Stored data
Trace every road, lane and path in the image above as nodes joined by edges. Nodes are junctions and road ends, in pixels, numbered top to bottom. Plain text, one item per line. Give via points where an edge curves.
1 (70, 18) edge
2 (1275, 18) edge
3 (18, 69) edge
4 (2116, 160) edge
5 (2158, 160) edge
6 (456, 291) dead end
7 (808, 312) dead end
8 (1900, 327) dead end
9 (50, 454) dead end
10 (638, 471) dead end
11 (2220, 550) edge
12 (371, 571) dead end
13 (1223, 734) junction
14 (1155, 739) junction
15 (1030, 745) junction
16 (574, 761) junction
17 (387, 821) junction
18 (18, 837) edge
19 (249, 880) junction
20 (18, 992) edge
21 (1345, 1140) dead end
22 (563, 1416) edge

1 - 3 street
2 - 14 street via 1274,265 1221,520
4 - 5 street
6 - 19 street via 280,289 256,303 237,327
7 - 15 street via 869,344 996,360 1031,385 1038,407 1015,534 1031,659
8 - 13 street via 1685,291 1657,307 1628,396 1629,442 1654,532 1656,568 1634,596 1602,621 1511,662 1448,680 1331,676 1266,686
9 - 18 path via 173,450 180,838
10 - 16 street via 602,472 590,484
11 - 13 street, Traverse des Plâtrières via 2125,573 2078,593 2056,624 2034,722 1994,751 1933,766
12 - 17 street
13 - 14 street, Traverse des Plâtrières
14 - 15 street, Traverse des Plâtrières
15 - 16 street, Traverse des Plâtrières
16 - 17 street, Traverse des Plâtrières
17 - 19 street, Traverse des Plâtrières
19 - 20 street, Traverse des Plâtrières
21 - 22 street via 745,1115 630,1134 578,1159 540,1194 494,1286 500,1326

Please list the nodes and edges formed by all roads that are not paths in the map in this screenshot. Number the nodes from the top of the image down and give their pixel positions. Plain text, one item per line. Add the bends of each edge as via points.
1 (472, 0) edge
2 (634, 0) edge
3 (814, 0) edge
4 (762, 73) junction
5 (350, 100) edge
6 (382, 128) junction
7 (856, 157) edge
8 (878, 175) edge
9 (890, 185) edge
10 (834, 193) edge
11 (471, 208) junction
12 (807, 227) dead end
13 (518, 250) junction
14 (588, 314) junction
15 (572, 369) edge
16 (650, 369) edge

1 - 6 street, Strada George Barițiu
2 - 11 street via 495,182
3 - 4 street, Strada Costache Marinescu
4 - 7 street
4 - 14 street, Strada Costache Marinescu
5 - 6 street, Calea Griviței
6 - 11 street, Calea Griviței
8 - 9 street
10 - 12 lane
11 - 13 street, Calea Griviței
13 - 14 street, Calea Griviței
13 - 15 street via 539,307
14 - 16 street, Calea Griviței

_EXERCISE DESCRIPTION_
Print each line above exactly as it stands.

_ANSWER SECTION_
Trace every road, lane and path in the image above as nodes joined by edges. Nodes are junctions and road ends, in pixels, numbered top to bottom. Plain text, one item per line. Give via points where an edge curves.
1 (70, 18) edge
2 (1275, 18) edge
3 (18, 69) edge
4 (2116, 160) edge
5 (2158, 160) edge
6 (456, 291) dead end
7 (808, 312) dead end
8 (1900, 327) dead end
9 (50, 454) dead end
10 (638, 471) dead end
11 (2220, 550) edge
12 (371, 571) dead end
13 (1223, 734) junction
14 (1155, 739) junction
15 (1030, 745) junction
16 (574, 761) junction
17 (387, 821) junction
18 (18, 837) edge
19 (249, 880) junction
20 (18, 992) edge
21 (1345, 1140) dead end
22 (563, 1416) edge

1 - 3 street
2 - 14 street via 1274,265 1221,520
4 - 5 street
6 - 19 street via 280,289 256,303 237,327
7 - 15 street via 869,344 996,360 1031,385 1038,407 1015,534 1031,659
8 - 13 street via 1685,291 1657,307 1628,396 1629,442 1654,532 1656,568 1634,596 1602,621 1511,662 1448,680 1331,676 1266,686
9 - 18 path via 173,450 180,838
10 - 16 street via 602,472 590,484
11 - 13 street, Traverse des Plâtrières via 2125,573 2078,593 2056,624 2034,722 1994,751 1933,766
12 - 17 street
13 - 14 street, Traverse des Plâtrières
14 - 15 street, Traverse des Plâtrières
15 - 16 street, Traverse des Plâtrières
16 - 17 street, Traverse des Plâtrières
17 - 19 street, Traverse des Plâtrières
19 - 20 street, Traverse des Plâtrières
21 - 22 street via 745,1115 630,1134 578,1159 540,1194 494,1286 500,1326

Please list the nodes and edges formed by all roads that are not paths in the map in this screenshot. Number the nodes from the top of the image down and give their pixel positions. Plain text, one item per line. Add the bends of each edge as via points.
1 (472, 0) edge
2 (634, 0) edge
3 (814, 0) edge
4 (762, 73) junction
5 (350, 100) edge
6 (382, 128) junction
7 (856, 157) edge
8 (878, 175) edge
9 (890, 185) edge
10 (834, 193) edge
11 (471, 208) junction
12 (807, 227) dead end
13 (518, 250) junction
14 (588, 314) junction
15 (572, 369) edge
16 (650, 369) edge

1 - 6 street, Strada George Barițiu
2 - 11 street via 495,182
3 - 4 street, Strada Costache Marinescu
4 - 7 street
4 - 14 street, Strada Costache Marinescu
5 - 6 street, Calea Griviței
6 - 11 street, Calea Griviței
8 - 9 street
10 - 12 lane
11 - 13 street, Calea Griviței
13 - 14 street, Calea Griviței
13 - 15 street via 539,307
14 - 16 street, Calea Griviței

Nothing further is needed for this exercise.